EXTENDED ABSTRACT: Material design, production, forming into a machine component and performing service are important stages of material life. The most desirable product design is an of optimization considering all aspects of material life, i.e., material performance requirements when in service, the material forming and its impact on product performance, material choice or material design and its impact on forming and performance. The presentation reports the results of the project ‘development of ICME tools of carbon fiber for vehicle applications’. The research team included Ford, Northwestern University, Dow Chemical, University of Maryland, and software developers LSTC, Autodesk, HBM and ESTECO.The mechanical properties of a composite depend not only on resin and fiber properties, but also layout of the fibers and the
bonding between matrix and fibers.
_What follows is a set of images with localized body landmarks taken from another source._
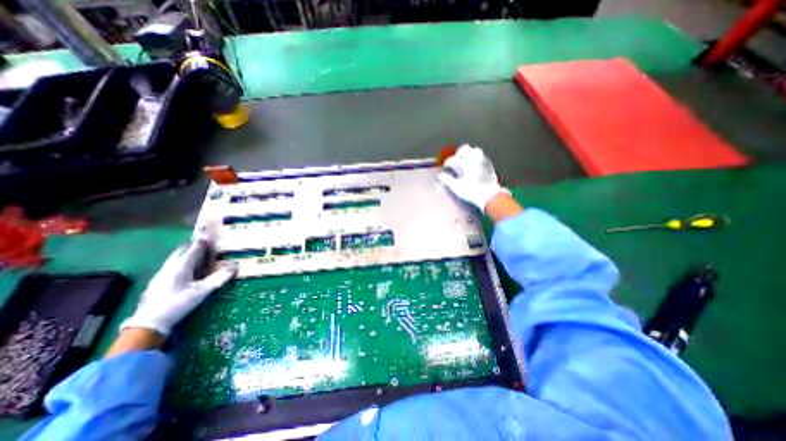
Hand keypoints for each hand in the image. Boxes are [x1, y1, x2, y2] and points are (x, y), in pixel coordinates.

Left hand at [119, 239, 234, 335]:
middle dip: (191, 246)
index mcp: (180, 268)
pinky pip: (170, 266)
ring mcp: (160, 276)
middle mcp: (168, 269)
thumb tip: (235, 266)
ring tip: (194, 254)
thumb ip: (218, 279)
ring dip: (184, 254)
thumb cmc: (178, 304)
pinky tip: (184, 269)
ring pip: (173, 259)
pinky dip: (179, 262)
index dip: (201, 243)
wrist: (149, 324)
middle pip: (179, 253)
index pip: (192, 251)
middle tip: (202, 244)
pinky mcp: (157, 283)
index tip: (208, 236)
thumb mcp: (201, 292)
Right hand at [437, 145, 509, 211]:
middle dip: (458, 153)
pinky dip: (476, 158)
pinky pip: (481, 156)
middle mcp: (473, 159)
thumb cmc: (471, 191)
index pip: (452, 160)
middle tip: (455, 161)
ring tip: (465, 161)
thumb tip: (439, 176)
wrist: (490, 196)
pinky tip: (474, 165)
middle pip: (464, 149)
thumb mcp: (456, 187)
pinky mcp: (488, 164)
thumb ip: (447, 180)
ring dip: (468, 154)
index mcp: (464, 164)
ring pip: (474, 150)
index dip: (447, 163)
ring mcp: (482, 160)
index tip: (445, 168)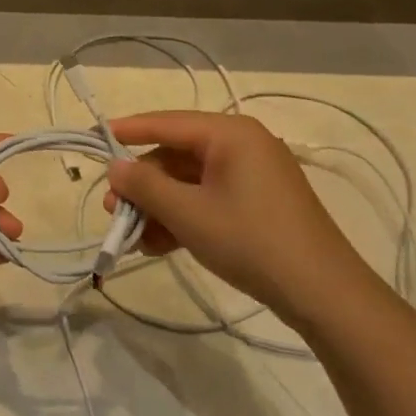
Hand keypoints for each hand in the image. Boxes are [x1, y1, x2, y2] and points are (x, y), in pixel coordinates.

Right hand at [103, 111, 375, 326]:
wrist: (322, 292)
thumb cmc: (250, 240)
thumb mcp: (188, 213)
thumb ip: (145, 186)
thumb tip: (115, 167)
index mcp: (230, 133)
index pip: (166, 122)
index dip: (127, 131)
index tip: (93, 137)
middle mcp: (241, 145)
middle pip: (176, 156)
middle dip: (142, 185)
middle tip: (112, 211)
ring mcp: (251, 176)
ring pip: (189, 182)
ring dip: (158, 207)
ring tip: (133, 239)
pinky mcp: (257, 203)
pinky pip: (208, 200)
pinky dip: (182, 218)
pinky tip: (159, 246)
The numerical tools developed and integrated into ICME framework included those for preforming and compression molding simulation, multiscale models for continuous and chopped fiber composites which link material micro and meso structures to macro mechanical properties, crash analysis and fatigue analysis. The ICME tools have been integrated and used for a simultaneous optimization of component design and manufacturing of a multi-material subframe that achieves a ≥25% weight reduction at an additional variable cost of ≤$4.27/lb of weight saved when compared to baseline stamped steel technology.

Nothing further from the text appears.